[[ THE INPUT, beginning ]]
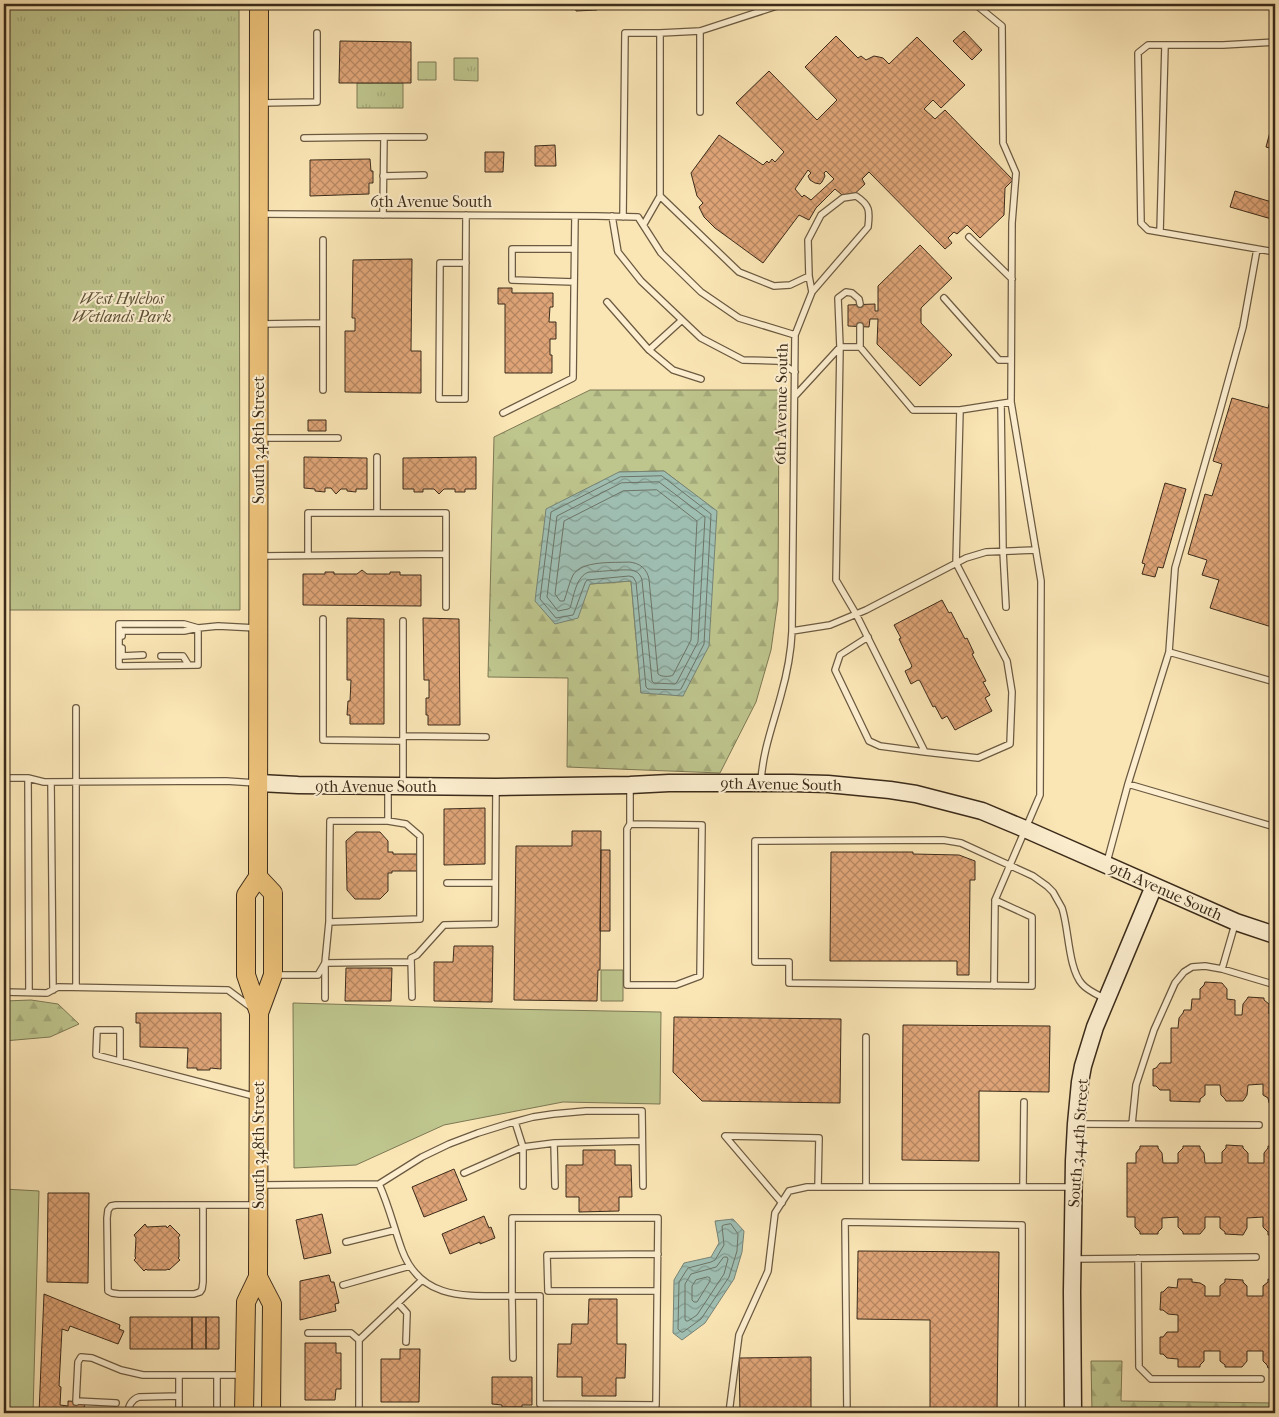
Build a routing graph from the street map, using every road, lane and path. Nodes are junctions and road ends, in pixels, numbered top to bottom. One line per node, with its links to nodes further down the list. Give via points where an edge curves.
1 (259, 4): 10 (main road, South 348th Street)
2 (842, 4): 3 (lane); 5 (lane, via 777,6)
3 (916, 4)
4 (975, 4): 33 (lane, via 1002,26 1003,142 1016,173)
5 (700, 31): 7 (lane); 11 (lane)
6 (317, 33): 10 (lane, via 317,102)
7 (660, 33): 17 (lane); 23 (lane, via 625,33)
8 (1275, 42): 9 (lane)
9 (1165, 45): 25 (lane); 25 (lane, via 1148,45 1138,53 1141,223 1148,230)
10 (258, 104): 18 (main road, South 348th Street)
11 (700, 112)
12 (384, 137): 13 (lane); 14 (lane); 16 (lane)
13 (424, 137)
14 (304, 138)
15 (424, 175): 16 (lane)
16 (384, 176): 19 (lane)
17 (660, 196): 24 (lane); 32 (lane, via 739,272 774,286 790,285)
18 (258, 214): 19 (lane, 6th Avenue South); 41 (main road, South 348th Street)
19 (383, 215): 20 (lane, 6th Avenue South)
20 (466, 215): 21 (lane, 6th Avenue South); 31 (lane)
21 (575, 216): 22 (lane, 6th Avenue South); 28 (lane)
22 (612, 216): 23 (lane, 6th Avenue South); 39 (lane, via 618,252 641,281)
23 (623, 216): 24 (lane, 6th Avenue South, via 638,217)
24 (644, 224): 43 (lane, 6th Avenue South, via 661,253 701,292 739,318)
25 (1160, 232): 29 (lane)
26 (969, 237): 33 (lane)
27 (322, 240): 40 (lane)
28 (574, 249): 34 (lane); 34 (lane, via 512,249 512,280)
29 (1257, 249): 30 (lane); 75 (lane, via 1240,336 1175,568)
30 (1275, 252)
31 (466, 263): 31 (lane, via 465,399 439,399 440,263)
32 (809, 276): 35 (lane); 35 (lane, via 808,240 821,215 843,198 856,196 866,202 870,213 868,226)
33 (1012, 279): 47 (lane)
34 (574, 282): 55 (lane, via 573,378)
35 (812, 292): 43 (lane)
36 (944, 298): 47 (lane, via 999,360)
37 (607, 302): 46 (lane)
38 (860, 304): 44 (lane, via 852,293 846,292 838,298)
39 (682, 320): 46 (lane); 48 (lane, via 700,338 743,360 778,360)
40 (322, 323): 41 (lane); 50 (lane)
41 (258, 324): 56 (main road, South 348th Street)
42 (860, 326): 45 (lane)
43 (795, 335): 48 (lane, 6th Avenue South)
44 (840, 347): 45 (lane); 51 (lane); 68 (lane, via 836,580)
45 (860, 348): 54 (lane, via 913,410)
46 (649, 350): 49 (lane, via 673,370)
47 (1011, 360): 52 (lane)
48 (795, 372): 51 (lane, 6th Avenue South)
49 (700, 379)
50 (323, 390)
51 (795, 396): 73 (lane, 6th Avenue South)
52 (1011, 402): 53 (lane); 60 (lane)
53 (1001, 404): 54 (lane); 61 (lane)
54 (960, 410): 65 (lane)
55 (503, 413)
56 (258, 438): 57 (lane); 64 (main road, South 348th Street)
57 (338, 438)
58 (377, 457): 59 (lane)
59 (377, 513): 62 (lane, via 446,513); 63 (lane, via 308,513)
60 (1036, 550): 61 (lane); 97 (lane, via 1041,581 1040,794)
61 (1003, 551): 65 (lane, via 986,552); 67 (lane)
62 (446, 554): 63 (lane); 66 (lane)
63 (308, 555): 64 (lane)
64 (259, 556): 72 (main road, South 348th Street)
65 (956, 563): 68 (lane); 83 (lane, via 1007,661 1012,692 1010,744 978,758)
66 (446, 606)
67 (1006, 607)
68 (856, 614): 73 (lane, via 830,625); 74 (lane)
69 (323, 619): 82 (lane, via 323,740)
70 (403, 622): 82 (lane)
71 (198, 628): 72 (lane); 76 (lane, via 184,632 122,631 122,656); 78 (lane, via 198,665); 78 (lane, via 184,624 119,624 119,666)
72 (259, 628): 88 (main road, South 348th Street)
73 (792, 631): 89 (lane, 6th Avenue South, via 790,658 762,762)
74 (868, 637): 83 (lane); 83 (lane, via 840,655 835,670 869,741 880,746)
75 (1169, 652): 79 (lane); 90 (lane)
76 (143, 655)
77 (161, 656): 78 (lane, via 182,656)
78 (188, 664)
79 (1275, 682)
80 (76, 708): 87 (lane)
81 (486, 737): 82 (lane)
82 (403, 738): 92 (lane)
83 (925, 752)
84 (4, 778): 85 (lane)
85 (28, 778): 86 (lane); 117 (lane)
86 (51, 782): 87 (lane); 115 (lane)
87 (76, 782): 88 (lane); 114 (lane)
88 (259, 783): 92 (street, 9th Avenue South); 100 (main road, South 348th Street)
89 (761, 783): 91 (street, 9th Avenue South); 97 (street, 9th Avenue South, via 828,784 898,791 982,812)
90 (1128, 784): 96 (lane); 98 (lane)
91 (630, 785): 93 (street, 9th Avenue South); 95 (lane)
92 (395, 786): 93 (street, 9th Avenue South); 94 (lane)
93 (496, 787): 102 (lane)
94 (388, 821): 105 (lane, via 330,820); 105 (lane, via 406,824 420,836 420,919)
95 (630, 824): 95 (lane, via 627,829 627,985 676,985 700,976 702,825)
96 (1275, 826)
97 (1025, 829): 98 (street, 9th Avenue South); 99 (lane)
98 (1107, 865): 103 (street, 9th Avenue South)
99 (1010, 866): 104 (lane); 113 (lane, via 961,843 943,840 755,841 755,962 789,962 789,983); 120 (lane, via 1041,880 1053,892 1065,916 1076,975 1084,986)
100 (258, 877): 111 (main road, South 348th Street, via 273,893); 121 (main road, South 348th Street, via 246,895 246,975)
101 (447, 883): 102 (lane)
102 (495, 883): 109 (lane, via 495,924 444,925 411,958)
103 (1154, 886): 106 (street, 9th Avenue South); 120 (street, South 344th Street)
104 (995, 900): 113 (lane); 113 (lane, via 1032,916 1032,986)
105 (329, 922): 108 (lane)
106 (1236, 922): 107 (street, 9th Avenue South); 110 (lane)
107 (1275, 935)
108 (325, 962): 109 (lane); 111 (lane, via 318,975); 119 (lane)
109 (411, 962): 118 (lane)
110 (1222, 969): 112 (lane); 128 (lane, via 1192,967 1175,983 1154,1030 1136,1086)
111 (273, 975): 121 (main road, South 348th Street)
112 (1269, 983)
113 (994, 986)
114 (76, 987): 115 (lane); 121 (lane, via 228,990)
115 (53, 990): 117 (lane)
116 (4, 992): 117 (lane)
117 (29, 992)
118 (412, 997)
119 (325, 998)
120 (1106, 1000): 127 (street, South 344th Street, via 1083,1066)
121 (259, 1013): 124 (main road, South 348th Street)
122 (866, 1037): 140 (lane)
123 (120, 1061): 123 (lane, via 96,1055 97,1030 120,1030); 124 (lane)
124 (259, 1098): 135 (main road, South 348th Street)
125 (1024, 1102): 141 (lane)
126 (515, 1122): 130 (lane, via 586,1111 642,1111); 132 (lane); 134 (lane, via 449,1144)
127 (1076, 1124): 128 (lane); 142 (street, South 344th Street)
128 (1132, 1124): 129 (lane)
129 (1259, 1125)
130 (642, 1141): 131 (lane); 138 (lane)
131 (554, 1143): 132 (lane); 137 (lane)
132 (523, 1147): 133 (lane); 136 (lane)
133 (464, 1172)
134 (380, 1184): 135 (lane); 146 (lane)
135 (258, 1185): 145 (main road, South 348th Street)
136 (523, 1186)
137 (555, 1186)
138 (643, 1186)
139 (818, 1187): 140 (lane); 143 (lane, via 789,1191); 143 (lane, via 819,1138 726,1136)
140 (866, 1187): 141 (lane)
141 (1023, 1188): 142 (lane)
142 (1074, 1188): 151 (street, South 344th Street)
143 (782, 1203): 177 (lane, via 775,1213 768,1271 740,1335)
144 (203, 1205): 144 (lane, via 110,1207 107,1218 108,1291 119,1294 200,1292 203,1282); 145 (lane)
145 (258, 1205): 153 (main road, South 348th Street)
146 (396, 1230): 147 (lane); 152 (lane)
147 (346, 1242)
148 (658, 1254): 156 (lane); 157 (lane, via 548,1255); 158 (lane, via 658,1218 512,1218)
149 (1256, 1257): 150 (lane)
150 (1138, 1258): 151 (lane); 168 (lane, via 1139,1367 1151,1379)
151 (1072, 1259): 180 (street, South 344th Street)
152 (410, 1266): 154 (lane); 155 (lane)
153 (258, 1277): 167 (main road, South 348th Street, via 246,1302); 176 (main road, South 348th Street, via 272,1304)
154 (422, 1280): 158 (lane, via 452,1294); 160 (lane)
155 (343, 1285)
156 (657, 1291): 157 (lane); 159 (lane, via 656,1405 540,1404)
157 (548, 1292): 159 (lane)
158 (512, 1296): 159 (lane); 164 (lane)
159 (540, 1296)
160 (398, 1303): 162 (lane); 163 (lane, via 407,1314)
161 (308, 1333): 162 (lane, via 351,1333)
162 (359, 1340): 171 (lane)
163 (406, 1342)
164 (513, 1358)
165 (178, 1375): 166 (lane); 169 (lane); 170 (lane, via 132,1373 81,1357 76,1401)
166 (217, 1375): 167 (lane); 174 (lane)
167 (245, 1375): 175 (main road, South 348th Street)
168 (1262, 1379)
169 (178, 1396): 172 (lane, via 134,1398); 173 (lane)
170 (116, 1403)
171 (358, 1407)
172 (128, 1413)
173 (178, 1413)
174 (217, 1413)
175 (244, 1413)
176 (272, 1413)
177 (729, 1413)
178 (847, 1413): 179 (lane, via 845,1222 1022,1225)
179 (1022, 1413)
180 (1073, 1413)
[[ THE INPUT, end ]]
[[ THE INPUT, beginning ]]
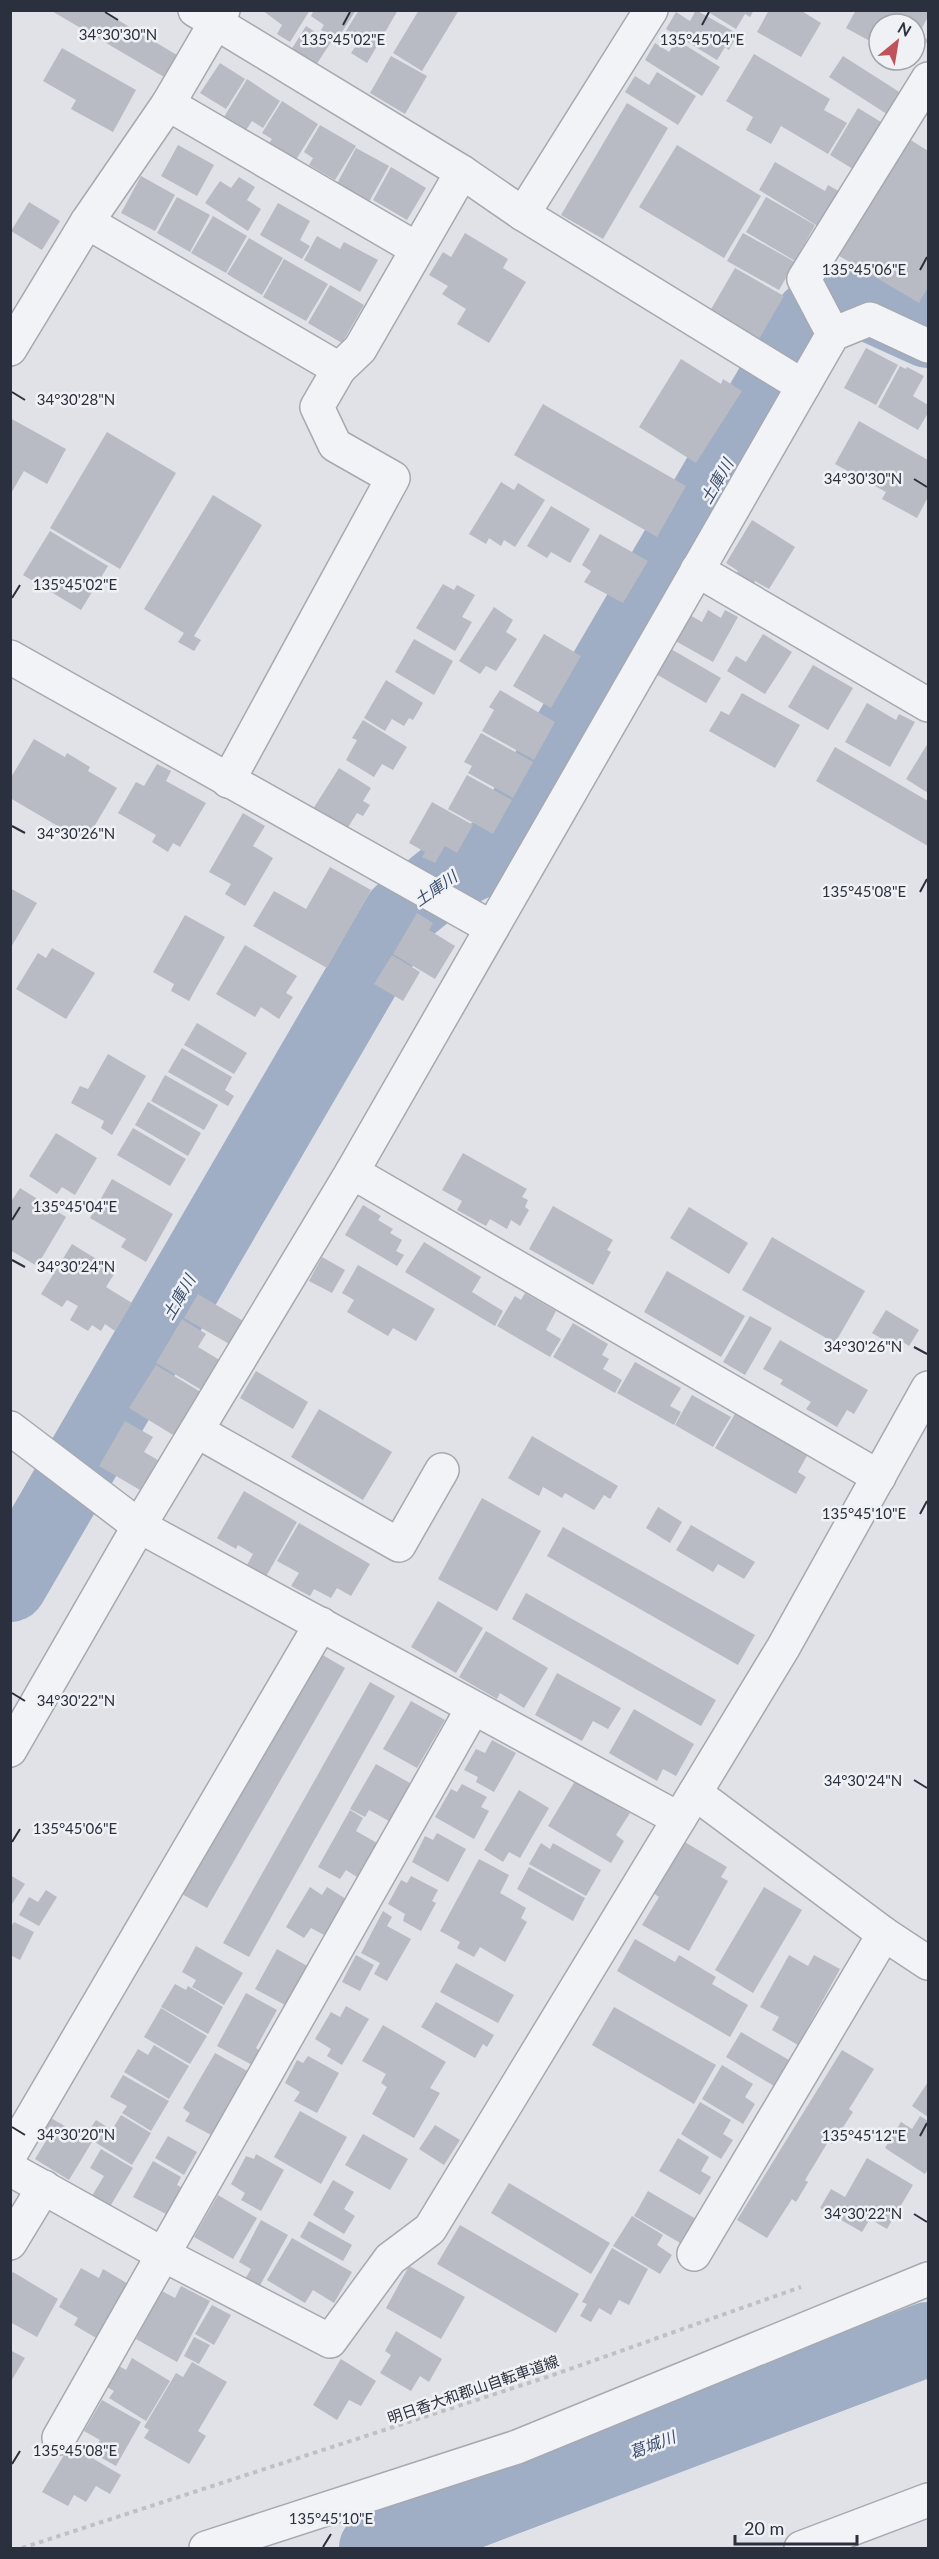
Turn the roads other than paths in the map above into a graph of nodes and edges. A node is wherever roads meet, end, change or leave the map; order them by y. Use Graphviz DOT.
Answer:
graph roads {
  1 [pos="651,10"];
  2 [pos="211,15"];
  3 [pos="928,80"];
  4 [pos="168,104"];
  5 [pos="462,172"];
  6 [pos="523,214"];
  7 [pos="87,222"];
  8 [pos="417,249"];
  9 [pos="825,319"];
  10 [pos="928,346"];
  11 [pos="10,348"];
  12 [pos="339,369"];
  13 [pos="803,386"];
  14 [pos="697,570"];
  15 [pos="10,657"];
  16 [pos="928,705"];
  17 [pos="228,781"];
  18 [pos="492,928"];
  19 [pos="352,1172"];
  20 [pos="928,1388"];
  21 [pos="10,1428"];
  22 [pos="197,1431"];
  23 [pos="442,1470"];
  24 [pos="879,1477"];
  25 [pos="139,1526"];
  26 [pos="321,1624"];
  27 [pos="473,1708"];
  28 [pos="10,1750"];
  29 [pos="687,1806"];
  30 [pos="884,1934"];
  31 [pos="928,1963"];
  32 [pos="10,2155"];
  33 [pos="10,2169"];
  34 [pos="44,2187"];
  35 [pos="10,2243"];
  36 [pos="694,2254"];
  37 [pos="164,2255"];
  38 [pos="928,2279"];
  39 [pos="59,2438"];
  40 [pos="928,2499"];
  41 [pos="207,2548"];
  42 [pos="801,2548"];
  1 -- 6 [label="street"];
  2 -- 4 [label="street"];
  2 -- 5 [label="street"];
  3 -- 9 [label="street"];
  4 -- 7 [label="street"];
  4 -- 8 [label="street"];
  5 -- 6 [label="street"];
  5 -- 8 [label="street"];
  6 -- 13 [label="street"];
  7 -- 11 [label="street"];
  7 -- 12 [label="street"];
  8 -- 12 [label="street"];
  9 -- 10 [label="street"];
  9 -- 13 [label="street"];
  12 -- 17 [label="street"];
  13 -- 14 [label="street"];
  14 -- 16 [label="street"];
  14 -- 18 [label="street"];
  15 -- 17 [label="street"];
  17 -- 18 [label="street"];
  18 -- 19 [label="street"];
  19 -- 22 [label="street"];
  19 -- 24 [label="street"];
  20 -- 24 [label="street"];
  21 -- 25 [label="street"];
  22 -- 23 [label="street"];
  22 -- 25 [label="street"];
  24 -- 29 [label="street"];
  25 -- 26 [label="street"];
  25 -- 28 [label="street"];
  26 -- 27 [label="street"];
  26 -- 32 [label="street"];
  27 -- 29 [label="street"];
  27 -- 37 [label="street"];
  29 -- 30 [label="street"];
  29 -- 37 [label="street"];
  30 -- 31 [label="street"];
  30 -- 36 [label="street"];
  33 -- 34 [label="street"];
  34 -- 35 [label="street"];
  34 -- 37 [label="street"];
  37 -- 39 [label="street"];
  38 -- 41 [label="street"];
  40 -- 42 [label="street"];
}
[[ THE INPUT, end ]]
EXERCISE DESCRIPTION: Say how many lines of the entries hold the string "graph". Nothing but the number should be given.

REPLY: 3